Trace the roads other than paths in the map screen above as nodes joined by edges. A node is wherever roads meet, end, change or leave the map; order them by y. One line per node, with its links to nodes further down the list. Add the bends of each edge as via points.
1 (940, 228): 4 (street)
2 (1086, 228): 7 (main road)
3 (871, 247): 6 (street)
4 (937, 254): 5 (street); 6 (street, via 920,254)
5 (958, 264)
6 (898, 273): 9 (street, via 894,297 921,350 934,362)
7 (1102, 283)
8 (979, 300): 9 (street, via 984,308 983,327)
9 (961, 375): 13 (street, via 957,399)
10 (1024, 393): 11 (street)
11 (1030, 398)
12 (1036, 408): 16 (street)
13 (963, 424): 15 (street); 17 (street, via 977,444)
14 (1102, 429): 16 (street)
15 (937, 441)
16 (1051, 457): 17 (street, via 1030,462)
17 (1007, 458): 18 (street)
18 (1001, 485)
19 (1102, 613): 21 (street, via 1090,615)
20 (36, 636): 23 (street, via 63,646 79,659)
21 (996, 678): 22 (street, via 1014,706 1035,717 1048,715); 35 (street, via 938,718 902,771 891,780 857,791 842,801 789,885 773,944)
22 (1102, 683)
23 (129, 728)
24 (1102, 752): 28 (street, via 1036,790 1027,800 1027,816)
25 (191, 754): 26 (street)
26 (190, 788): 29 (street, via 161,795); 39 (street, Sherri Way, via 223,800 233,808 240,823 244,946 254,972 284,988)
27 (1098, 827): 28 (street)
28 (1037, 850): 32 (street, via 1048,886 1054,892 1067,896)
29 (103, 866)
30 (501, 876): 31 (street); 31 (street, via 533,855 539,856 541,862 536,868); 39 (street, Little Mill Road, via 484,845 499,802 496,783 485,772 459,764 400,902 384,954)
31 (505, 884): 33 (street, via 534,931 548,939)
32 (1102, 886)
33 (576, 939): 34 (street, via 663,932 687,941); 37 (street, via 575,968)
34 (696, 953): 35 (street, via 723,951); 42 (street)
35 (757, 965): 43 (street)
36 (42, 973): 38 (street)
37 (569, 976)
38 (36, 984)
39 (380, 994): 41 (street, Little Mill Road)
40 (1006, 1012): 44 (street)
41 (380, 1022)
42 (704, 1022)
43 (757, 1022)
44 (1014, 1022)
########
## Exercise directions
Reproduce all of the entries above verbatim.

## Response area
Trace the roads other than paths in the map screen above as nodes joined by edges. A node is wherever roads meet, end, change or leave the map; order them by y. One line per node, with its links to nodes further down the list. Add the bends of each edge as via points.
1 (940, 228): 4 (street)
2 (1086, 228): 7 (main road)
3 (871, 247): 6 (street)
4 (937, 254): 5 (street); 6 (street, via 920,254)
5 (958, 264)
6 (898, 273): 9 (street, via 894,297 921,350 934,362)
7 (1102, 283)
8 (979, 300): 9 (street, via 984,308 983,327)
9 (961, 375): 13 (street, via 957,399)
10 (1024, 393): 11 (street)
11 (1030, 398)
12 (1036, 408): 16 (street)
13 (963, 424): 15 (street); 17 (street, via 977,444)
14 (1102, 429): 16 (street)
15 (937, 441)
16 (1051, 457): 17 (street, via 1030,462)
17 (1007, 458): 18 (street)
18 (1001, 485)
19 (1102, 613): 21 (street, via 1090,615)
20 (36, 636): 23 (street, via 63,646 79,659)
21 (996, 678): 22 (street, via 1014,706 1035,717 1048,715); 35 (street, via 938,718 902,771 891,780 857,791 842,801 789,885 773,944)
22 (1102, 683)
23 (129, 728)
24 (1102, 752): 28 (street, via 1036,790 1027,800 1027,816)
25 (191, 754): 26 (street)
26 (190, 788): 29 (street, via 161,795); 39 (street, Sherri Way, via 223,800 233,808 240,823 244,946 254,972 284,988)
27 (1098, 827): 28 (street)
28 (1037, 850): 32 (street, via 1048,886 1054,892 1067,896)
29 (103, 866)
30 (501, 876): 31 (street); 31 (street, via 533,855 539,856 541,862 536,868); 39 (street, Little Mill Road, via 484,845 499,802 496,783 485,772 459,764 400,902 384,954)
31 (505, 884): 33 (street, via 534,931 548,939)
32 (1102, 886)
33 (576, 939): 34 (street, via 663,932 687,941); 37 (street, via 575,968)
34 (696, 953): 35 (street, via 723,951); 42 (street)
35 (757, 965): 43 (street)
36 (42, 973): 38 (street)
37 (569, 976)
38 (36, 984)
39 (380, 994): 41 (street, Little Mill Road)
40 (1006, 1012): 44 (street)
41 (380, 1022)
42 (704, 1022)
43 (757, 1022)
44 (1014, 1022)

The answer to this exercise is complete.